Figura 7 - Representação esquemática das ligações de hidrogênio envolvidas no reconhecimento 2-NacGal-DBL.

Em (A) tem-se o padrão de ligações de hidrogênio presentes no sítio de ligação da 2-NacGal à DBL, os aminoácidos são representados por abreviaturas; em (B) temos uma representação bidimensional da 2- NacGal (em branco) no sítio ligante da DBL determinado segundo dados de cristalografia, os átomos em vermelho são Oxigênios e em azul-escuro são Nitrogênios, todas as seqüências de aminoácidos envolvidos na ligação são representados por letras do alfabeto para melhor visualização do sítio ligante. Veja as explicações das seqüências coloridas dos aminoácidos no texto. Modificado de Loris e cols., (1998) para (A) e de Hamelryck e cols. (1999) para (B).

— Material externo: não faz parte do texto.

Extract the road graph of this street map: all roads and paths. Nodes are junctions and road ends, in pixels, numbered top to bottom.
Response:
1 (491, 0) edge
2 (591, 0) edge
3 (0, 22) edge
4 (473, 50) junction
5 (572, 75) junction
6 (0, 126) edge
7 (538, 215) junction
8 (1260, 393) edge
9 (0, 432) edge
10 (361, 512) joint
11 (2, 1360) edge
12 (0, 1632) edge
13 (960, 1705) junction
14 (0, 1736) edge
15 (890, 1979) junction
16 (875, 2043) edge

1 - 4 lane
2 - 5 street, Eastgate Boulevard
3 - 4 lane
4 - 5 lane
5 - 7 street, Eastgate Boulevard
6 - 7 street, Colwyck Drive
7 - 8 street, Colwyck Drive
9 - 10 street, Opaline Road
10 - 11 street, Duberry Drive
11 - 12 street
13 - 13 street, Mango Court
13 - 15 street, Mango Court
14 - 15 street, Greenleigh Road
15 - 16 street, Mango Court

As interações específicas envolvidas na ligação 2-NacGal-DBL podem assim ser resumidas: a cadeia lateral do resíduo de Asp85 (precedido de Ala84, ambos em azul na fig.7), estabelece ligações de hidrogênio com as hidroxilas dos carbonos 3 e 4 da 2- NacGal; o oxigênio carbonílico da cadeia lateral do resíduo de Asn129 (em amarelo, na fig.6) auxilia na coordenação do Ca(II) e o átomo de nitrogênio do grupo amida (ligação peptítica) faz ligação de hidrogênio com a hidroxila no carbono 4; a hidroxila do carbono 3 da 2-NacGal compartilha ligação de hidrogênio com o nitrogênio do grupo amida da Gly103 e o hidrogênio desta (cadeia lateral) faz ligação com o oxigênio

carbonílico do grupo N-acetil da 2-NacGal. Ligações de hidrogênio adicionais são observadas entre o oxigênio da cadeia lateral da Ser215 (em verde na fig.6) e a hidroxila do carbono 6, e entre o nitrogênio amídico da Leu214 (também em verde) e a hidroxila do carbono 4 da 2-NacGal. O efeito estérico e hidrofóbico da presença da cadeia lateral da Leu214 é responsável pela preferência da DBL pelos anômeros α da 2-NacGal, uma vez que as hidroxilas configuradas em β não se interagem com uma cadeia lateral hidrofóbica como a Leu (Hamelryck e cols., 1999). Os aminoácidos Leu214 e Ser215 (em verde na fig.6) formam o “loop” de especificidade da DBL. Em adição às ligações de hidrogênio, as Interações Hidrofóbicas exercem um papel importante na ligação específica: as cadeias laterais de Tyr104 e Trp132 (em laranja e amarelo, respectivamente na fig.6) formam um “bolso” hidrofóbico que interage com o grupo metil pertencente ao grupamento N-acetil da 2-NacGal (susbstituinte em C2).